With yesterday's impressive 8-1 Cubs win over the Cardinals seemingly well in hand late in a summery Chicago afternoon, I decided to hie myself to a DGA-sponsored screening of the new Anthony Hopkins/Ryan Gosling psychological thriller.
So before a few comments on the ballgame, some notes on this movie, which was... well, interesting.
Basic plot: Hopkins plays an aviation expert (we see him at the very beginning of the film, giving a two-second "investigation" of a crashed plane, although his occupation is largely irrelevant to the plot), who catches his wife having an affair and shoots her at point-blank range.
That's not a spoiler, either -- the main psychological intrigue here is between Hopkins and an assistant DA played by Gosling; Gosling at first almost doesn't care about the case because he's about to get a high-paying job with a top-rank law firm in Los Angeles.
Then he gets sucked in, in part because the detective who investigates the shooting is ... well, no, I'm not giving anything away by telling you this, either ... the man with whom Hopkins' wife was having her affair. Without this coincidence, much of the rest of the plot would fall apart. So you have to suspend your disbelief about this, and then understand that this character turns out to be a rather minor part of the entire story.
There's a subplot involving Gosling and this cellphone, which happens to be the same phone that I have, which made me perk up and listen every time the phone rang. Irrelevant, but interesting.
The rest of the film is about how Hopkins, at first seeming crazy by wanting to represent himself, skillfully gets himself acquitted of the charges.
Or does he? That's the plot point I won't tell you about.
Is this a great movie? No, it's not, and there are plot holes large enough to drive the fancy sports car Hopkins is shown at the beginning of the film, speeding down an airport tarmac, through. But it's stylishly shot (Greg Hoblit, the director, also directed a cop thriller set in Chicago a decade ago, "Primal Fear"), there's some really interesting and clever dialogue (at one point, Gosling, in a discussion with his boss, played effectively by David Strathairn, is discussing whether he can bring Hopkins to trial again. "What if I find new evidence?" Gosling asks. "From where?" says Strathairn. "The evidence store?")
And, there are some scenes showing Hopkins that pay homage to some of his work in the classic thriller "The Silence of the Lambs". There's even a bit of nice, although rather plot-pointless, eye candy in Rosamund Pike, playing an attorney in the firm Gosling is supposed to be joining.
This isn't a great movie, but it was a very pleasant evening's diversion.
Just a few notes on the game: it was the most complete performance by the entire team this season.
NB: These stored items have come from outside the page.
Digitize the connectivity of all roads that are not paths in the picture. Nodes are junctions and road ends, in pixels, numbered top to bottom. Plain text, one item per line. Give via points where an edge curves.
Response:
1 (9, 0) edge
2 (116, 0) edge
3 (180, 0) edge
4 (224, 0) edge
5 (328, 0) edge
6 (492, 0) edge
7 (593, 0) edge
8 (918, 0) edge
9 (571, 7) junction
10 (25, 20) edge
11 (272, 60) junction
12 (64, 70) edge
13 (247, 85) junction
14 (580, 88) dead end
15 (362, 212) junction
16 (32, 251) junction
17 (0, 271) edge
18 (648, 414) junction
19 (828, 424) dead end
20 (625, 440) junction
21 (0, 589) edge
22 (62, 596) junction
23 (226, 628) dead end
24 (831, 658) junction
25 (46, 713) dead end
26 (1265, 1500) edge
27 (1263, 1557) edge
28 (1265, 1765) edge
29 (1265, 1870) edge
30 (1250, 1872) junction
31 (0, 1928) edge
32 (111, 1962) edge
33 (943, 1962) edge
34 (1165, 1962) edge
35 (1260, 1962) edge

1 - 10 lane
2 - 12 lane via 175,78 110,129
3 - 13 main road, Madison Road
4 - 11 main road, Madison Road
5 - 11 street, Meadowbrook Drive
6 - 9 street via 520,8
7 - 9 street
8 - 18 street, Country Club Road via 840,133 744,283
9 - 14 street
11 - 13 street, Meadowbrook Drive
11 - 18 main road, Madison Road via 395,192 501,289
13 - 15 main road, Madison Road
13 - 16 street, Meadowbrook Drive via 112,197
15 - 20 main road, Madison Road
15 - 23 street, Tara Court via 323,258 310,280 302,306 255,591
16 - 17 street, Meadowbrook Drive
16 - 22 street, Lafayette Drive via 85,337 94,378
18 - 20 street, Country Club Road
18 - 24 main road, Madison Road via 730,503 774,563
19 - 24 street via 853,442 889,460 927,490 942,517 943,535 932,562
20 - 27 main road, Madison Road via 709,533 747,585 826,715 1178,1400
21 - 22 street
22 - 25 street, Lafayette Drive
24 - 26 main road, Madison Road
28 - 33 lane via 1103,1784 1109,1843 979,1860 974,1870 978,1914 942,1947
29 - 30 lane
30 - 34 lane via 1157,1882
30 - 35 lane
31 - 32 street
The most gratifying thing was to see Carlos Zambrano, for the first time this season, throw like the ace of the staff he's supposed to be. His only real mistake: a HR to Albert Pujols, and you can easily forgive that with an 8-0 lead. The best thing about Z's outing was that he didn't walk anyone, also for the first time this season, and he lowered his ERA by another run. It's still a rather unsightly 5.77, but Z has now won two more games than he did last April. He did throw 112 pitches, a rather high pitch count for seven innings, but at least this time, 72 of them were strikes.
Derrek Lee has now reached base in all 23 games this year; Jacque Jones had his best game of the season, getting two extra-base hits (a double and a triple) and three RBI in the seven-run fifth inning; Will Ohman, who has struggled this year, threw a competent inning in relief, as did Rocky Cherry.
And can I say one more time how much I detest Fox telecasts? If it's not them making mistakes on their graphics, it's Thom Brennaman making stupid comments (as I noted in the game thread, he said that Lee's wrist injury last year was "from being hit by a pitch"). And if Joe Girardi's color commentary yesterday was any indication of the work he's doing for the YES network, he ought to go back to managing.
On to the sweep tonight; I like the club's chances with Rich Hill going. ESPN gives national coverage, so every one of you can see the game; unfortunately, that means we are all subject to the anti-Cub bleatings of Joe Morgan.